Your goal | Work through the records that follow and return each line containing the word "node".

Information Block Start

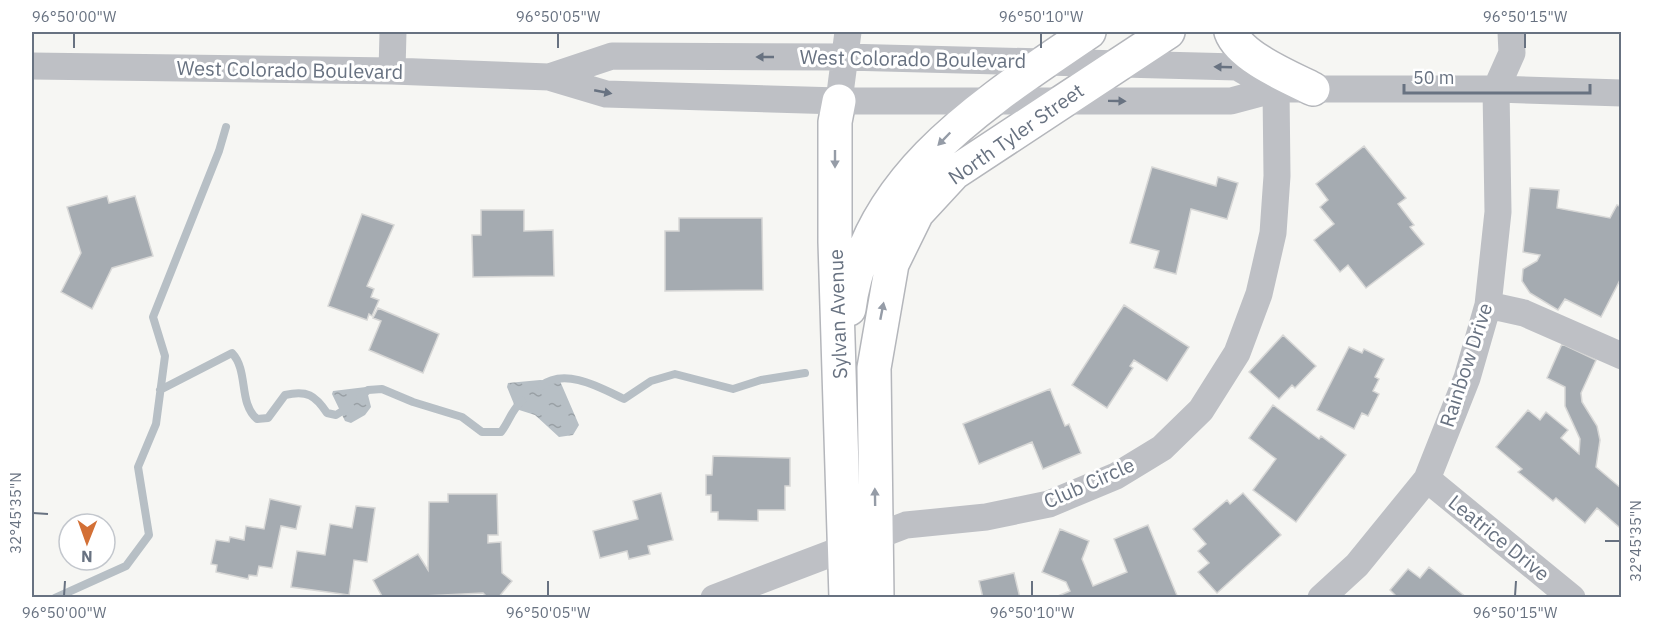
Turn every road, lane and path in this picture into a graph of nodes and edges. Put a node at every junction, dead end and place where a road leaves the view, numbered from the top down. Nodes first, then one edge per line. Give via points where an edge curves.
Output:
1 (393, 32) edge
2 (1089, 32) edge
3 (1168, 32) edge
4 (1232, 32) edge
5 (1511, 32) edge
6 (847, 44) edge
7 (1046, 62) junction
8 (1118, 63) junction
9 (32, 66) edge
10 (392, 71) junction
11 (549, 78) junction
12 (1276, 89) junction
13 (1313, 89) junction
14 (1496, 90) junction
15 (1622, 93) edge
16 (1063, 100) junction
17 (839, 101) junction
18 (988, 101) junction
19 (1488, 305) junction
20 (1622, 356) edge
21 (874, 368) joint
22 (840, 382) junction
23 (1427, 479) junction
24 (876, 537) junction
25 (845, 549) junction
26 (714, 597) edge
27 (846, 597) edge
28 (877, 597) edge
29 (1321, 597) edge
30 (1572, 597) edge

1 - 10 street
2 - 7 main road, North Tyler Street
3 - 8 main road, North Tyler Street
4 - 13 main road via 1235,42 1249,53
5 - 14 street via 1512,53
6 - 7 street, West Colorado Boulevard
6 -> 11 street, West Colorado Boulevard via 612,56
6 - 17 street, Sylvan Avenue
7 - 8 street, West Colorado Boulevard
7 - 18 main road, North Tyler Street
12 -> 8 street, West Colorado Boulevard via 1237,67
8 - 16 main road, North Tyler Street
9 - 10 street, West Colorado Boulevard
10 - 11 street, West Colorado Boulevard
11 -> 17 street, West Colorado Boulevard via 606,94
12 - 13 street, West Colorado Boulevard
16 -> 12 street, West Colorado Boulevard via 1231,101
12 - 24 street, Club Circle via 1273,233 1259,294 1238,353 1201,410 1162,448 1116,476 1049,504 986,518 906,525
13 - 14 street, West Colorado Boulevard
14 - 15 street, West Colorado Boulevard
14 - 19 street, Rainbow Drive via 1498,212
16 - 18 street, West Colorado Boulevard
21 -> 16 main road, North Tyler Street via 892,264 917,213 954,173
17 - 18 street, West Colorado Boulevard
17 -> 22 main road, Sylvan Avenue via 835,123 835,242
18 -> 22 main road, North Tyler Street via 956,126 913,171 872,232 852,286
19 - 20 street via 1524,313
19 - 23 street, Rainbow Drive via 1467,378
24 -> 21 main road, Sylvan Avenue
22 - 25 main road, Sylvan Avenue
23 - 29 street, Rainbow Drive via 1357,565
23 - 30 street, Leatrice Drive
24 - 25 street
24 - 28 main road, Sylvan Avenue
25 - 26 street
25 - 27 main road, Sylvan Avenue

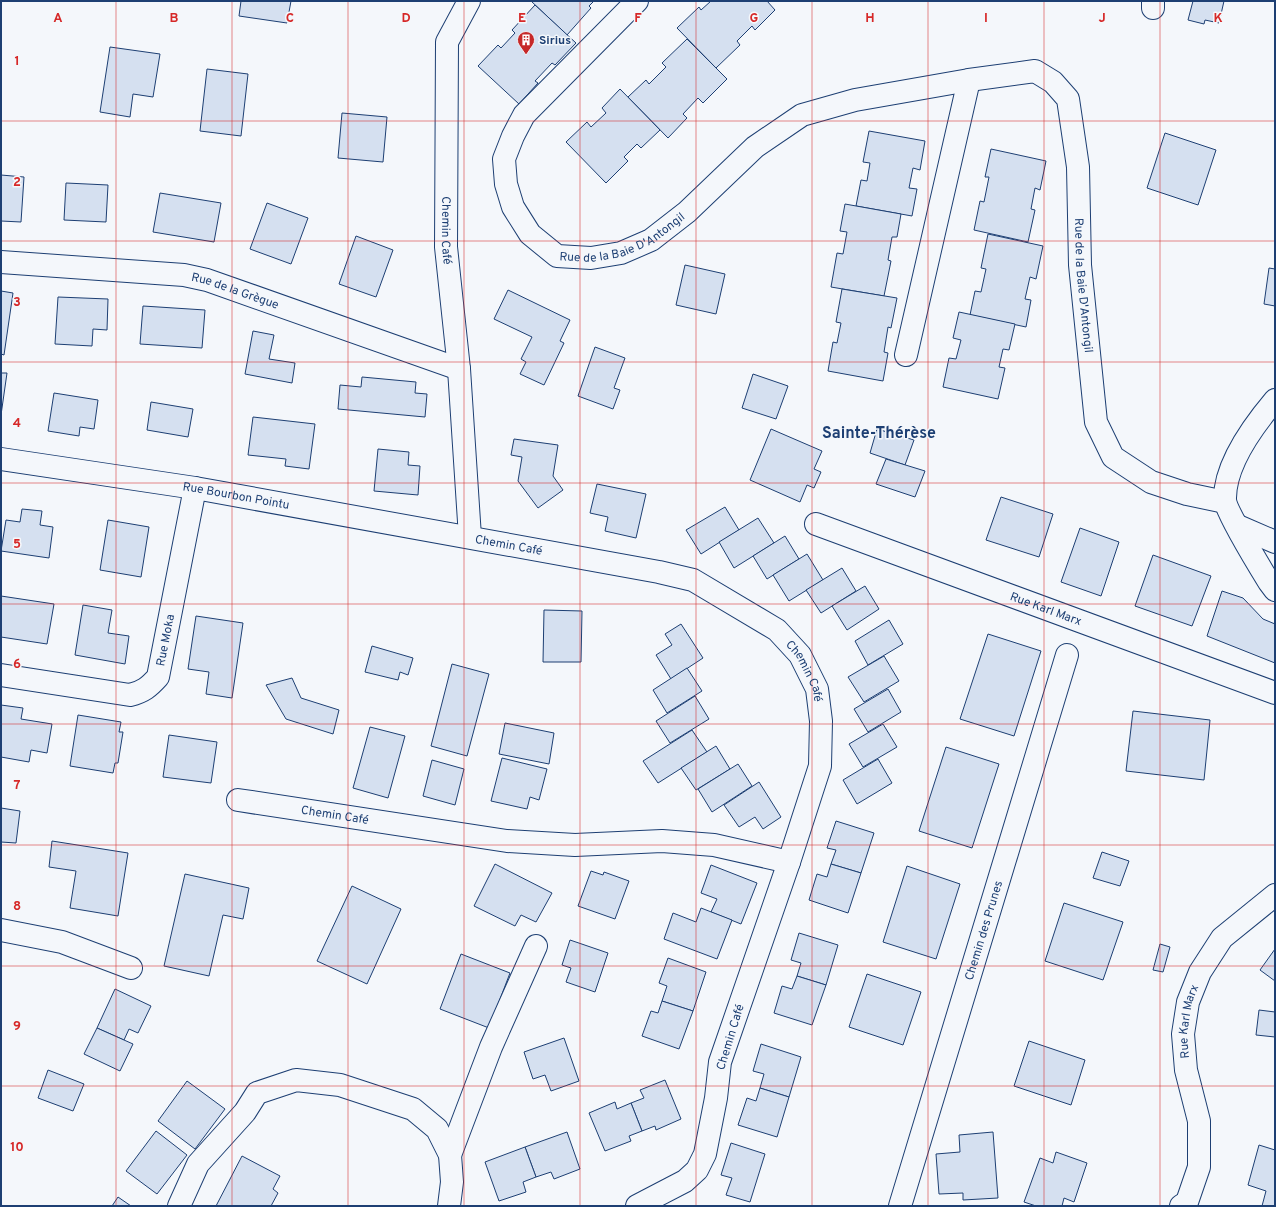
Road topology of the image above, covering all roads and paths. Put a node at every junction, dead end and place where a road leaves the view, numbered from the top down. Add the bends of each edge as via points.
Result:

Information Block End

Solved problem |
Turn every road, lane and path in this picture into a graph of nodes and edges. Put a node at every junction, dead end and place where a road leaves the view, numbered from the top down. Nodes first, then one edge per line. Give via points where an edge curves.
Road topology of the image above, covering all roads and paths. Put a node at every junction, dead end and place where a road leaves the view, numbered from the top down. Add the bends of each edge as via points.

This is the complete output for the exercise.